London-based GFMS, said Wednesday in its semi-annual Gold Survey report that it expects the precious metal to hit $1,600 a troy ounce due to investors’ concerns over inflation and monetary policy. This cannot be good news for the jewelry industry.

“The prospects for gold prices this year remain bright,” said Philip Klapwijk, GFMS chairman. “Investors continue to be concerned about the outlook for inflation, with governments in general showing little appetite to tighten monetary policy significantly. And, with the spotlight also shining on the state of government finances, there is every reason to believe that investors will remain focused on the gold market.”
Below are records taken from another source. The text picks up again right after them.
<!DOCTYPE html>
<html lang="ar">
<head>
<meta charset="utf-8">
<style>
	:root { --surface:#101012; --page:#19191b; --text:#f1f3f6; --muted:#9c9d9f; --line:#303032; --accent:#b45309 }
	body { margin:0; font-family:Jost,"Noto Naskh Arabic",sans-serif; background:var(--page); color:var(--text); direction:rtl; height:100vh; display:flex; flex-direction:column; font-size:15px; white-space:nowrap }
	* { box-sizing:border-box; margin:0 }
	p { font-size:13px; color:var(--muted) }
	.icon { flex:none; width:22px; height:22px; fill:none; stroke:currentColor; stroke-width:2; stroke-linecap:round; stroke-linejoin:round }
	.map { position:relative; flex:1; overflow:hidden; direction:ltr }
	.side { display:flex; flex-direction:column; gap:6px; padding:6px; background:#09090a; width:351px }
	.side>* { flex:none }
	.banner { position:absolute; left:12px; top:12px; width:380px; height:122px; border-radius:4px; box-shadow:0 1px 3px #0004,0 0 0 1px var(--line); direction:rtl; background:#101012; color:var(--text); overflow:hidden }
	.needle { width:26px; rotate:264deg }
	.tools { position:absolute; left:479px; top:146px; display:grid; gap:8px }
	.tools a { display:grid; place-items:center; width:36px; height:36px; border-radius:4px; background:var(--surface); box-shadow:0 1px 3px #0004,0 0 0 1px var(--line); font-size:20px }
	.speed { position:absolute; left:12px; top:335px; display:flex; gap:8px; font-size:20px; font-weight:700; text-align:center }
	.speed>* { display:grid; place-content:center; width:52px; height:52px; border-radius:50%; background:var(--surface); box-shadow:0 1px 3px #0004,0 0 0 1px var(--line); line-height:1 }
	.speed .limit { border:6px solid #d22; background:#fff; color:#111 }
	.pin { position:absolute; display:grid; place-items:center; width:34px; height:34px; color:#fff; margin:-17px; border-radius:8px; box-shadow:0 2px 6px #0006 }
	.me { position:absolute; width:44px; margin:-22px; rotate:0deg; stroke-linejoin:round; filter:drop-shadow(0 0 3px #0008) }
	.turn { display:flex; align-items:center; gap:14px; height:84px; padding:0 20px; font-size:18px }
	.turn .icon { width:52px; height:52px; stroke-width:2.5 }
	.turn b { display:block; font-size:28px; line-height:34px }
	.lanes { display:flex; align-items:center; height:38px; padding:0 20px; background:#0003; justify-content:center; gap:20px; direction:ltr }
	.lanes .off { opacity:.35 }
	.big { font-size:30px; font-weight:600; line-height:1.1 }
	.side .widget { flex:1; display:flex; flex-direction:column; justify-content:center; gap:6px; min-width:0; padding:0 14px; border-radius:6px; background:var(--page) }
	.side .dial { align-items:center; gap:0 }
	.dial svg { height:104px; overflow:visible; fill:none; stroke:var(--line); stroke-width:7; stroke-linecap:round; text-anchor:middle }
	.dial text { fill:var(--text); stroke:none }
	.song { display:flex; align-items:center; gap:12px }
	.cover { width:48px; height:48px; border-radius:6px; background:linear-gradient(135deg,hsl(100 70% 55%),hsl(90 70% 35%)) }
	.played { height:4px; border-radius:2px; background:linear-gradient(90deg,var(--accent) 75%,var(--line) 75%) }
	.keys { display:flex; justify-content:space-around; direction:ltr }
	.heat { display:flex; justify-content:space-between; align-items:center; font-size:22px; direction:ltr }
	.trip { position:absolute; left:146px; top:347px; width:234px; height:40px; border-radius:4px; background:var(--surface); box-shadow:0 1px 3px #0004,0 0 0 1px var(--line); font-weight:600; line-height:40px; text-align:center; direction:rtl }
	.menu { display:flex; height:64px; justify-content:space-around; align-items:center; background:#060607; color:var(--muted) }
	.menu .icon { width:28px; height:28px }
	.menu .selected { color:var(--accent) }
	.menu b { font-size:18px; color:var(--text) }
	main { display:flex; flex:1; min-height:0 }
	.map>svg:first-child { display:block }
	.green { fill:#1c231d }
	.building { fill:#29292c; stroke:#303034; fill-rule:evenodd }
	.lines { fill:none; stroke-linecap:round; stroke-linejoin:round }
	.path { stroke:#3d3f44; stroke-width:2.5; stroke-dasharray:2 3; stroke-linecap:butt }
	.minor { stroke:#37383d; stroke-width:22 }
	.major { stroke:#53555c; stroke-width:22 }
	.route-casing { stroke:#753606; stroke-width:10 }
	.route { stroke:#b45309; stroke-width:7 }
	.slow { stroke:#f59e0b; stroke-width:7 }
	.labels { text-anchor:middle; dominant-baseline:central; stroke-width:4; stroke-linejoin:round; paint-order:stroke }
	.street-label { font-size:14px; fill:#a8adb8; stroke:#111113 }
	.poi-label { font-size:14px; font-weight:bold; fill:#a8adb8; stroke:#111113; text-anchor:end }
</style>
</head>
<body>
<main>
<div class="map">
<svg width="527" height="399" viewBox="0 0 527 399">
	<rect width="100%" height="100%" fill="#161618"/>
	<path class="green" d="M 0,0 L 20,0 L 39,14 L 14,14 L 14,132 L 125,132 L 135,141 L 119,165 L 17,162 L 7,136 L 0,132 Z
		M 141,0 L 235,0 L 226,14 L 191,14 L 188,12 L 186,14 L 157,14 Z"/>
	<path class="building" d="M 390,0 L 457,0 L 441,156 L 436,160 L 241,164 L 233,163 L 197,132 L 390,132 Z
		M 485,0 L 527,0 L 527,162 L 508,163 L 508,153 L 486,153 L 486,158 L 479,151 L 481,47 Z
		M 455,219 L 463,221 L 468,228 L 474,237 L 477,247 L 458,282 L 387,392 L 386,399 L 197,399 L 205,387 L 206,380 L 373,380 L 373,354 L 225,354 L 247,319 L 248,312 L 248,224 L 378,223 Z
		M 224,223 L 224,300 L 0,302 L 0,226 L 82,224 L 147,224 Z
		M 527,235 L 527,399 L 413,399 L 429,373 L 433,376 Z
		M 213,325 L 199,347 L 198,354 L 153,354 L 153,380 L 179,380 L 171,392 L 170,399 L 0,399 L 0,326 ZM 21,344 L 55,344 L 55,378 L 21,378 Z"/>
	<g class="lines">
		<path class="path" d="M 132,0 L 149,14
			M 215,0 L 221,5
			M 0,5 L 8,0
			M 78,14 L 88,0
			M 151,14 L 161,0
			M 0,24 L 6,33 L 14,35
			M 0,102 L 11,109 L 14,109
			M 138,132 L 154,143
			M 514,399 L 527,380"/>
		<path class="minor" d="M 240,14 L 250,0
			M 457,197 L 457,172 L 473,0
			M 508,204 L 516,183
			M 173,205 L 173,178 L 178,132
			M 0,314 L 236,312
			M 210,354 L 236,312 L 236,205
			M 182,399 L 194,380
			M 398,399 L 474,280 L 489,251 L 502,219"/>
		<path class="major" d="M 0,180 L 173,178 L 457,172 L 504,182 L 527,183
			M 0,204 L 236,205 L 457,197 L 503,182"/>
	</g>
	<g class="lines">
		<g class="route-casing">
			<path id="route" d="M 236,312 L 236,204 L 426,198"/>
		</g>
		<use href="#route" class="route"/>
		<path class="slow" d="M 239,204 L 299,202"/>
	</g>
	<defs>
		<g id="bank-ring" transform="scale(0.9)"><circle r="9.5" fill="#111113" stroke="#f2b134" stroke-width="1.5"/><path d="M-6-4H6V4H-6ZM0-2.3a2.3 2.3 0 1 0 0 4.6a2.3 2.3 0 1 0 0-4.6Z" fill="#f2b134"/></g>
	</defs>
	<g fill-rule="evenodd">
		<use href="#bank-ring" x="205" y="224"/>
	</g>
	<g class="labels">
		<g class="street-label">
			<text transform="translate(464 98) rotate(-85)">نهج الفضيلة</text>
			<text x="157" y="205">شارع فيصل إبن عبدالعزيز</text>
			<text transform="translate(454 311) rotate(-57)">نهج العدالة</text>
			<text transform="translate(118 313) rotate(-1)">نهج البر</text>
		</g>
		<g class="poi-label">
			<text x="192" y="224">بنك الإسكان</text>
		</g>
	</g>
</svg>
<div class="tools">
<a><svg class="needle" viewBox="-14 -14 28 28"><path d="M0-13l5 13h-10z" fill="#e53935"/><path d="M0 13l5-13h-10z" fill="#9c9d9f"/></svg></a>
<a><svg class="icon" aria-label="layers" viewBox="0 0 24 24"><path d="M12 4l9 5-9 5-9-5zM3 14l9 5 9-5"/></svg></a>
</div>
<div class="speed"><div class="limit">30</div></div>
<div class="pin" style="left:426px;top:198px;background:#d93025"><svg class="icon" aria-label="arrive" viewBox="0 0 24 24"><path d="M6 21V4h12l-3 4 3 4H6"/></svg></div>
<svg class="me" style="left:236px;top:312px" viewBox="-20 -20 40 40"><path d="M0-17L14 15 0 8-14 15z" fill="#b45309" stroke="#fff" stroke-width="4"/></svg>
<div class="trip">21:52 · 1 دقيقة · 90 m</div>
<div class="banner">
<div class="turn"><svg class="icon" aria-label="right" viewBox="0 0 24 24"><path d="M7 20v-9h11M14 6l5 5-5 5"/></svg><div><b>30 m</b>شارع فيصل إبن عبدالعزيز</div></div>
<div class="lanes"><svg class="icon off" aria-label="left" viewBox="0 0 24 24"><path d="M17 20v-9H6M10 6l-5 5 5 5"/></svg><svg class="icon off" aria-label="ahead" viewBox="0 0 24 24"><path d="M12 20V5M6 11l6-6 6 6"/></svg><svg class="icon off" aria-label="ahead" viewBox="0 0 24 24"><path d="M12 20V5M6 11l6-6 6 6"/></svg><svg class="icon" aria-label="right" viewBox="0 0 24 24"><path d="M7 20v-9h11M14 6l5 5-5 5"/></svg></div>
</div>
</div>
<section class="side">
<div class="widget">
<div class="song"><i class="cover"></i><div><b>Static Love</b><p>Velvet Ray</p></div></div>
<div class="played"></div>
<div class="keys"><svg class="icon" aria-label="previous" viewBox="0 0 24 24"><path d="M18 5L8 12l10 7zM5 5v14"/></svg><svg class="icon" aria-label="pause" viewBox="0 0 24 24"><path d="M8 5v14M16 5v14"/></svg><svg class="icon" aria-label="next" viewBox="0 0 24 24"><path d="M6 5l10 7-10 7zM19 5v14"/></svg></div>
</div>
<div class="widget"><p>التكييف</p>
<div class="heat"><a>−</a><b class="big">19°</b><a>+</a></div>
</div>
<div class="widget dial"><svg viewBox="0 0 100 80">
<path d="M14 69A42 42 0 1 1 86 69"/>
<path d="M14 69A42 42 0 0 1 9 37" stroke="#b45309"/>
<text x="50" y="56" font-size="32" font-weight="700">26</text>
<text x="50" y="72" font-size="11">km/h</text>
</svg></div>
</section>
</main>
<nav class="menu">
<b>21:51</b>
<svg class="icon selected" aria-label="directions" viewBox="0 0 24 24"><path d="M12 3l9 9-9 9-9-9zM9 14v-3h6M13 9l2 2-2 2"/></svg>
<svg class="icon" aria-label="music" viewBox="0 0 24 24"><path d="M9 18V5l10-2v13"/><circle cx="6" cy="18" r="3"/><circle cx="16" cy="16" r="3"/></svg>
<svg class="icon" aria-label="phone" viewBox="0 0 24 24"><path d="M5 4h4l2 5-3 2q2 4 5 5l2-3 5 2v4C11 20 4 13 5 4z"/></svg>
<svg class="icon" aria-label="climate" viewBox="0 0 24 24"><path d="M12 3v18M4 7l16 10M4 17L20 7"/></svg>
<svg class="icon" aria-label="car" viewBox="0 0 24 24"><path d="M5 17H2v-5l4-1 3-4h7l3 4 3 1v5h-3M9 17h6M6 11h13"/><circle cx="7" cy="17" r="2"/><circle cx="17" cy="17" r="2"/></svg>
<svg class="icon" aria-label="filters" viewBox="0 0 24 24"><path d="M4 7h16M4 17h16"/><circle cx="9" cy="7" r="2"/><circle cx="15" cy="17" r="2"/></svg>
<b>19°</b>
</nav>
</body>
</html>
Klapwijk went on to say that gold jewelry demand will not be negatively affected by the higher prices. “Growing price acceptance by consumers will help lift jewelry demand, while generating only a muted response from scrap.”

Needless to say, much of the jewelry industry in North America does not share this rosy outlook. The report details that worldwide global jewelry did increase year-over-year in 2010, but its strength was driven by demand in China and India.
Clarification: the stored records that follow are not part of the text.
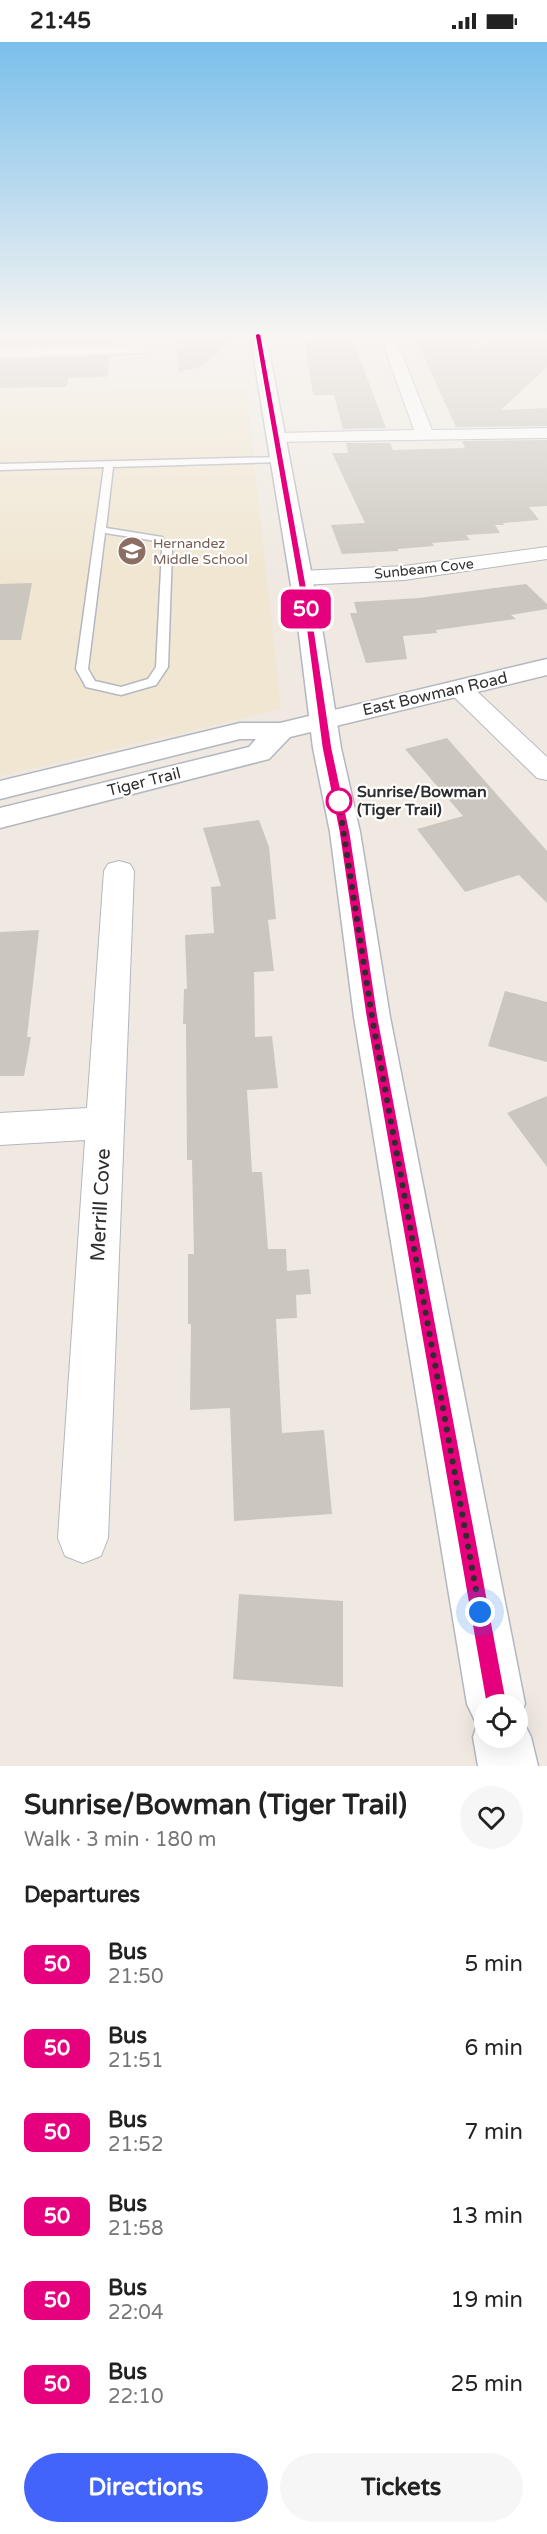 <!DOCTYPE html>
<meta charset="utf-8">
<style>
:root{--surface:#fff;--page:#f6f6f6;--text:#222;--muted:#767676;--accent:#4264fb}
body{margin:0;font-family:"Varela Round",sans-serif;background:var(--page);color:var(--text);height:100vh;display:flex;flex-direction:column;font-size:22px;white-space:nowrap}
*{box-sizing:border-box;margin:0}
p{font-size:20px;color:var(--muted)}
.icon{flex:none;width:33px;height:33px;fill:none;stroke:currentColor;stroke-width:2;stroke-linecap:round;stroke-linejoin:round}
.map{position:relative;height:1724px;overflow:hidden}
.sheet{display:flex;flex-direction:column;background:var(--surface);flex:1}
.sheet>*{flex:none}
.badge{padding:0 12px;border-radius:9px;font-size:21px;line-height:39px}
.fabs{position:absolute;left:474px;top:1652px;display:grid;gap:12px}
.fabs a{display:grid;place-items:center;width:54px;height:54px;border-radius:50%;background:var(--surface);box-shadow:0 6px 24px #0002;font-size:30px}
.you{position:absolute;width:30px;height:30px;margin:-15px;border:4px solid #fff;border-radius:50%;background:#1a73e8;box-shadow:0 0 0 9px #1a73e833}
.map>.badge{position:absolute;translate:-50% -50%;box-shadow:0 0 0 3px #fff}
h2{padding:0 24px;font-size:22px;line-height:54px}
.round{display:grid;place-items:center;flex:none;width:63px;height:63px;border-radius:32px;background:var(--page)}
.overview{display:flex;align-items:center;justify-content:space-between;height:102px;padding:0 24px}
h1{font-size:28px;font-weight:700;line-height:45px}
.button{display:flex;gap:12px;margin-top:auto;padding:12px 24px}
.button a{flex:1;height:69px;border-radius:36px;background:var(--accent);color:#fff;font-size:24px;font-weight:700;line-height:69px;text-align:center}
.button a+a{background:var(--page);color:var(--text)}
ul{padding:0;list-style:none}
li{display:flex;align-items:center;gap:18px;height:84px;padding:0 24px}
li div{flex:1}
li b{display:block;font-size:22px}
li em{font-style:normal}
li .badge{min-width:66px;font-weight:700;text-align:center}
.status{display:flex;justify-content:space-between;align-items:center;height:42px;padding:0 30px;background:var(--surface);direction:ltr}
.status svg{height:16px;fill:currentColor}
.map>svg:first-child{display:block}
.education{fill:#f0e6d1}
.building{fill:#cbc7bf}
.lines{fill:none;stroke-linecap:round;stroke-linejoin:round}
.service-casing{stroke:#b4b7c1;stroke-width:3}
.minor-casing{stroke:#b4b7c1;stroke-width:2}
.tertiary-casing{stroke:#b4b7c1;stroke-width:3}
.secondary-casing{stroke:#b4b7c1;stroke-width:3}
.service{fill:#fff;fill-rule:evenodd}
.minor{fill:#fff;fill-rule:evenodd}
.tertiary{fill:#fff;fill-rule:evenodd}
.secondary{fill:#fff;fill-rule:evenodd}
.line{fill:#e6007e;stroke:#fff;stroke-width:1.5}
.walk{stroke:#2e2e2e;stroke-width:6;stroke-dasharray:0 10.8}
.stop-dot{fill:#fff;stroke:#e6007e;stroke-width:3}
.labels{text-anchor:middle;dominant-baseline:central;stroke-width:4.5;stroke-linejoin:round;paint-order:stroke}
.far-education-label{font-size:14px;fill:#785e54;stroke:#fff;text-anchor:start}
.far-street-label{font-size:14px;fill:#2e2e2e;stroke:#fff}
.street-label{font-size:16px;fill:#2e2e2e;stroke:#fff}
.stop-label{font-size:16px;font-weight:bold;fill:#2e2e2e;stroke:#fff;text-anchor:start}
.near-street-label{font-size:20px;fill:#2e2e2e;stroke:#fff}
</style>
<div class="status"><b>21:45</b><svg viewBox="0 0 49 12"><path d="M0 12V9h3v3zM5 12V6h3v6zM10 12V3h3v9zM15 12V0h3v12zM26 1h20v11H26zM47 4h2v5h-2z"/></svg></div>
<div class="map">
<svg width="547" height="1724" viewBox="0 0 547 1724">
<rect width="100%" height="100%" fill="#efe9e1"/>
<path class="education" d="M246,345L281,667L0,734V351Z"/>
<path class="building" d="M0,293H113L112,302L0,304Z
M177,293H239L201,325L178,330Z
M316,293H351L386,386L343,387L334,353H313L305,301L317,300Z
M414,293H471L478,305L503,293H547V325L501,368L547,366V384L456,385Z
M110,314L107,335L69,336L66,345L0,346V318Z
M547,398V464L529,465L539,478L503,481L504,483H495L500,491L466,493L470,498L432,501L434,504L398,507V509L342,512L331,483L365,481L332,411H348L346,401H390L393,408L465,406L462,399Z
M32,541L21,598H0V542Z
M526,542L547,562V567L511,573L516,577L436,588L437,591L403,594L407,617L366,621L350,571H357L354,560L419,556Z
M447,696L547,809V861L519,833L465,850L417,787L463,774L405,707Z
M259,778L269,805L276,877L268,878L274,929L254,930L255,995L272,994L278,1046L247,1048L252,1130H262L268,1207H286L287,1229L309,1227L311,1252L296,1253L297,1276L276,1277L282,1391L324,1388L332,1472L234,1479L230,1366L190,1368L191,1282H188V1212H194L192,1118H187L186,982H183L184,947H187L185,893L214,891L211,845L221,844L203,786Z
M39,888L27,995H31L24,1034H0V890Z
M505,949L547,960V1020L488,1004Z
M547,1054V1125L507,1071Z
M239,1552L343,1559V1645L233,1637Z"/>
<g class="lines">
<g class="service-casing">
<path id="service" d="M279,415L283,418L282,420L113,425L106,486L162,495L172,508L168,625L156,643L121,653L86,645L76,627L104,425L0,428V422ZM105,491L156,499L162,508L156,625L148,637L121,645L95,639L88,627Z"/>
</g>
<g class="minor-casing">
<path id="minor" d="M135,293H149L144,311L0,316V306L132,304Z
M380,293H394L432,388L547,386V396L270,400L267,396L270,392L276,391L414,388Z
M547,505V517L404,538L301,543L293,541L290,536L293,531L301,529L404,524Z
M460,639L469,642L547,715V738L537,736L451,652L447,647L451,642Z
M119,819L130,822L134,829L108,1496L101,1514L83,1521L65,1514L58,1496L85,1098L0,1103V1071L87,1066L104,829L108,822Z"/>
</g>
<g class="tertiary-casing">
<path id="tertiary" d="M547,617V633L290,695L269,717L0,786V766L249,705L256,697H240L0,757V739L240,681H280Z"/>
</g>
<g class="secondary-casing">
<path id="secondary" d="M250,293H266L323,592L341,706L360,790L390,975L525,1662L520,1673L531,1695L538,1724H478L473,1695L477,1683L467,1662L354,975L330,790L313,706L299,592ZM484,1662H518V1695H484Z"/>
</g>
<use href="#service" class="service"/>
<use href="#minor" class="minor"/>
<use href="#tertiary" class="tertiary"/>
<use href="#secondary" class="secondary"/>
</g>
<linearGradient id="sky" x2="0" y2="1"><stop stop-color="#7abfeb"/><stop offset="0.55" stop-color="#f8f5f2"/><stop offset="1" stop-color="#f8f5f2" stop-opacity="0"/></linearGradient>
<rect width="547" height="534" fill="url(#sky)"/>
<path class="line" d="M258,291L261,293L315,592L332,706L350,790L378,975L507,1662L504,1669L496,1672L489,1669L486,1662L366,975L339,790L322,706L307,592L255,293Z"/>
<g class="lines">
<path class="walk" d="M339,759L338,754L372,975L480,1570"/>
</g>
<defs>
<g id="school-disc" transform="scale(1.5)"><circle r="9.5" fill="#8d6e63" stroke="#fff"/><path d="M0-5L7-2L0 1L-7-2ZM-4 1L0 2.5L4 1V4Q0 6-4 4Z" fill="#fff"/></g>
</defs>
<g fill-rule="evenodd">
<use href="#school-disc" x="132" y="509"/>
</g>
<circle class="stop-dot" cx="339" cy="759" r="12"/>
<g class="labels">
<g class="far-education-label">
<text x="153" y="501">Hernandez<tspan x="153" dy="16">Middle School</tspan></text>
</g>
<g class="far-street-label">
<text transform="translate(424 527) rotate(-6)">Sunbeam Cove</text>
</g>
<g class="street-label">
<text transform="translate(435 652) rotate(-13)">East Bowman Road</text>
<text transform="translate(144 740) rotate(-14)">Tiger Trail</text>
</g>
<g class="stop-label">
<text x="357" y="750">Sunrise/Bowman<tspan x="357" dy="18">(Tiger Trail)</tspan></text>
</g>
<g class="near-street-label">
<text transform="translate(101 1163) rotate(-87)">Merrill Cove</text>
</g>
</g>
</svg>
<div class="fabs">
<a><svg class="icon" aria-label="locate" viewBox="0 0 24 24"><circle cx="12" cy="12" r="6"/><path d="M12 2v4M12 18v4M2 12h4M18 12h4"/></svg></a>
</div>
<div class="you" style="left:480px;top:1570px"></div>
<b class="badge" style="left:306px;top:567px;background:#e6007e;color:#fff">50</b>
</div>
<section class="sheet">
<div class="overview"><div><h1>Sunrise/Bowman (Tiger Trail)</h1><p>Walk · 3 min · 180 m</p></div><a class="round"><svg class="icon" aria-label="heart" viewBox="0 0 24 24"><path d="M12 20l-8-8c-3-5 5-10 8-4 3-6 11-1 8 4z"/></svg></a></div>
<h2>Departures</h2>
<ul>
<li><span class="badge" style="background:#e6007e;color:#fff">50</span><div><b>Bus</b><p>21:50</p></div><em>5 min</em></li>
<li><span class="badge" style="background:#e6007e;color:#fff">50</span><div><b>Bus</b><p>21:51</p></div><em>6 min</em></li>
<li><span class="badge" style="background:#e6007e;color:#fff">50</span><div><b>Bus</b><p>21:52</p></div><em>7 min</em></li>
<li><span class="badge" style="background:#e6007e;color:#fff">50</span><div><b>Bus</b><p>21:58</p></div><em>13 min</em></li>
<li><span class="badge" style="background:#e6007e;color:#fff">50</span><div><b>Bus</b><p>22:04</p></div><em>19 min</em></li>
<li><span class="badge" style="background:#e6007e;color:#fff">50</span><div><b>Bus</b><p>22:10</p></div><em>25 min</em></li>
</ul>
<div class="button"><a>Directions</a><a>Tickets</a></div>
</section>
“Even so, the report highlights that many key jewelry consuming countries remained net suppliers of gold to the international gold market,” Klapwijk said. “Notable casualties include the United States, the European Union and the Middle East with each seeing scrap supply exceed jewelry consumption in 2010.”

The statement from GFMS did not say whether the projected in gold jewelry demand will remain regionalized or whether the tough conditions in the US, EU and the Middle East will continue for 2011.

Toronto-based jewelry designer Reena Ahluwalia says the industry needs to educate consumers on the value of the rising price of the precious metal.

“Rising gold price remains a concern for jewelry,” she said. “It is important for consumers to know what they are buying is worth more than what it was a year ago. It's about buying value and has to be communicated with the consumers. Consumers are conscious of how much they are willing to spend. We are looking at other metal and material alternatives to offer a more comfortable price point to our end consumers. Bridal market is still strong and couples are buying without compromise.”

Jewelry designers and manufacturers have already been substituting other metals for gold and in some cases mixing metals. In addition, some designers are creating lighter-weight gold jewelry by incorporating space into their designs.

According to the report, gold prices rose by 26 percent in 2010, which is down from the 2009 mark, but is still the second highest on record.